Das Denken hat in unserer Kultur einen so grossen Stellenwert, dass ein Zustand des Nicht-Denkens – ausgenommen beim Schlafen – für viele fast undenkbar geworden ist. Zustandsbeschreibungen wie „unbedacht“, „kopflos“, „gedankenverlohren“ sind nicht besonders positiv konotiert. Auch die meist rethorisch gestellte Frage: „Was hast du dir dabei eigentlich gedacht?!“, suggeriert, dass der Gefrage sich durch sein als unzulänglich wahrgenommenes Denken in eine eher unangenehme Situation manövriert hat. Wahrscheinlich hat auch die in den Schulbüchern rege zitierte Aussage des Französischen Philosophen René Descartes: „Ich denke also bin ich“, dazu beigetragen, dass die Abwesenheit des Denkens mit etwas existenziell Bedrohlichem verbunden wird … Zeit für einen Gedankensprung …
An der Fachhochschule Nordwestschweiz (FHNW) in Brugg-Windisch gibt es einen sehr schönen und zur Einkehr einladenden Raum der Stille. Der aufmerksame Besucher wird ein diskretes Kunstwerk bemerken. In weissen Buchstaben steht auf einer etwas weniger weissen Wand der folgende Text geschrieben: „ERKENNEN DEINE GEDANKEN,“.
Was könnte das wohl bedeuten? Wie könnte diese unvollständige Aussage oder Frage weitergehen? Im Rahmen eines Wettbewerb konnten kreative Beiträge eingereicht werden, die dieses Kunstwerk sinnig und originell deuteten. Auch mich hat dieser Satzanfang zu einem kleinen Video-Beitrag inspiriert, in welchem ich mir Fragen zur Erkenntnisfähigkeit von Gedanken und zu gedankenfreiem Sein gestellt habe … und dies u.a. auch mit Grundlagenübungen aus dem Baguazhang (八卦掌) in bewegter Form versinnbildlicht habe. Hier also das Ergebnis 🙂
Zum Titel „Der weisse Gedankenstrich“: In einem Text leitet der Gedankenstrich einen neuen bzw. eingeschobenen Gedanken ein. Doch dort, wo der Gedankenstrich selbst steht, da ist (noch) kein Gedanke. Normalerweise ist der Gedankenstrich schwarz und daher auf weissem Hintergrund gut sichtbar. Ein weisser Gedankenstrich auf einem weissen Blatt Papier oder Bildschirm ist jedoch nicht sichtbar und könnte überall stehen.

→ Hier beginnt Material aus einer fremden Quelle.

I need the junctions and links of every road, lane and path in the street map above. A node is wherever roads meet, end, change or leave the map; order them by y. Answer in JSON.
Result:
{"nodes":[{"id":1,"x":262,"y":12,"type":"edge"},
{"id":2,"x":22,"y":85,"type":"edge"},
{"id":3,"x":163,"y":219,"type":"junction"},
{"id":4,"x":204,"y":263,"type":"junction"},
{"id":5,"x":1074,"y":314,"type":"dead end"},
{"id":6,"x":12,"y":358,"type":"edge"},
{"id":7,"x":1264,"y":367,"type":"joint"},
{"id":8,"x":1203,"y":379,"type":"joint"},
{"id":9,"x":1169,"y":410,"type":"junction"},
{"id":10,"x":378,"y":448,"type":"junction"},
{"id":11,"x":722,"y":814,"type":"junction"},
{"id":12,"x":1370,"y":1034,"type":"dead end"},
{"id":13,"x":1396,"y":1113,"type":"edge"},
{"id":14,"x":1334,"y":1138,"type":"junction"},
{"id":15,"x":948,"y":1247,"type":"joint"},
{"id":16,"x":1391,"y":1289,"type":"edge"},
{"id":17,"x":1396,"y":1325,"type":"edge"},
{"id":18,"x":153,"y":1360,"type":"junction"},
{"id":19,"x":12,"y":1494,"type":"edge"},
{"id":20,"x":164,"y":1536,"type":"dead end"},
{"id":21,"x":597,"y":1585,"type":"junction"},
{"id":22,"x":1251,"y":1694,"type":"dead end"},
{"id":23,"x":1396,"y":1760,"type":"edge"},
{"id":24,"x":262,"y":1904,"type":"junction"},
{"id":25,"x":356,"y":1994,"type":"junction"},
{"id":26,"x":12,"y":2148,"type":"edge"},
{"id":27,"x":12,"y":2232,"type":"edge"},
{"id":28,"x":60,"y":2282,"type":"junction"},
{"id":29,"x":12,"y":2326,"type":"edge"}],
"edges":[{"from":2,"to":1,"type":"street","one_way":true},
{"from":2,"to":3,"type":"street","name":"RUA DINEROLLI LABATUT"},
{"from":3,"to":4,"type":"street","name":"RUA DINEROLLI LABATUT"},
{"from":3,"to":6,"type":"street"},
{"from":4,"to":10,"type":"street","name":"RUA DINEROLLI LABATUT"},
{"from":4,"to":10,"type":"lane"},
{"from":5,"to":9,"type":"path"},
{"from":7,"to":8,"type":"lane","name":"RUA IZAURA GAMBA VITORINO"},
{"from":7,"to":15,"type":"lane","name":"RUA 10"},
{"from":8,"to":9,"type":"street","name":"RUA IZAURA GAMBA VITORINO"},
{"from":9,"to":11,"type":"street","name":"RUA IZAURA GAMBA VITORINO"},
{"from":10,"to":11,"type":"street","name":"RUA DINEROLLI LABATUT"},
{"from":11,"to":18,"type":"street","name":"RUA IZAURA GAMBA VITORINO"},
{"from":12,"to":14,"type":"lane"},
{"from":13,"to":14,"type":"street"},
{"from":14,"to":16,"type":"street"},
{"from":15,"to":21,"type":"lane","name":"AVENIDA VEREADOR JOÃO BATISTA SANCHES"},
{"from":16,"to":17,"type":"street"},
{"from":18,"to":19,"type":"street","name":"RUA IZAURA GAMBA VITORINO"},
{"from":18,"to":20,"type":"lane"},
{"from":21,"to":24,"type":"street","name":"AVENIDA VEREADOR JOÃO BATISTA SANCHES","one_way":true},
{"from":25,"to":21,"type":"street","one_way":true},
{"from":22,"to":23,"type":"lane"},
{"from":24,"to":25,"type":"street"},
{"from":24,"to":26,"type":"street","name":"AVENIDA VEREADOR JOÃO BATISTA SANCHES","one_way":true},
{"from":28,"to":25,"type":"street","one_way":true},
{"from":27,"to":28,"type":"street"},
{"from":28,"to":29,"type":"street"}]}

Überall könnte sich durch ihn ein Schlupfloch zu einem gedankenfreien Raum auftun … in welchem das eigene Sein gedankenfrei erlebt werden kann. Dieser Zustand des Nicht-Denkens sollte meiner Meinung nach nicht als Gegenpol zum Denken aufgefasst werden, sondern vielmehr als eine essenzielle Grundvoraussetzung für das Denken (und noch vieles mehr) verstanden werden. Was meint ihr dazu? Ich freue mich auf eure Gedanken und Anregungen!
Liebe Grüsse und eine schöne Sommerzeit!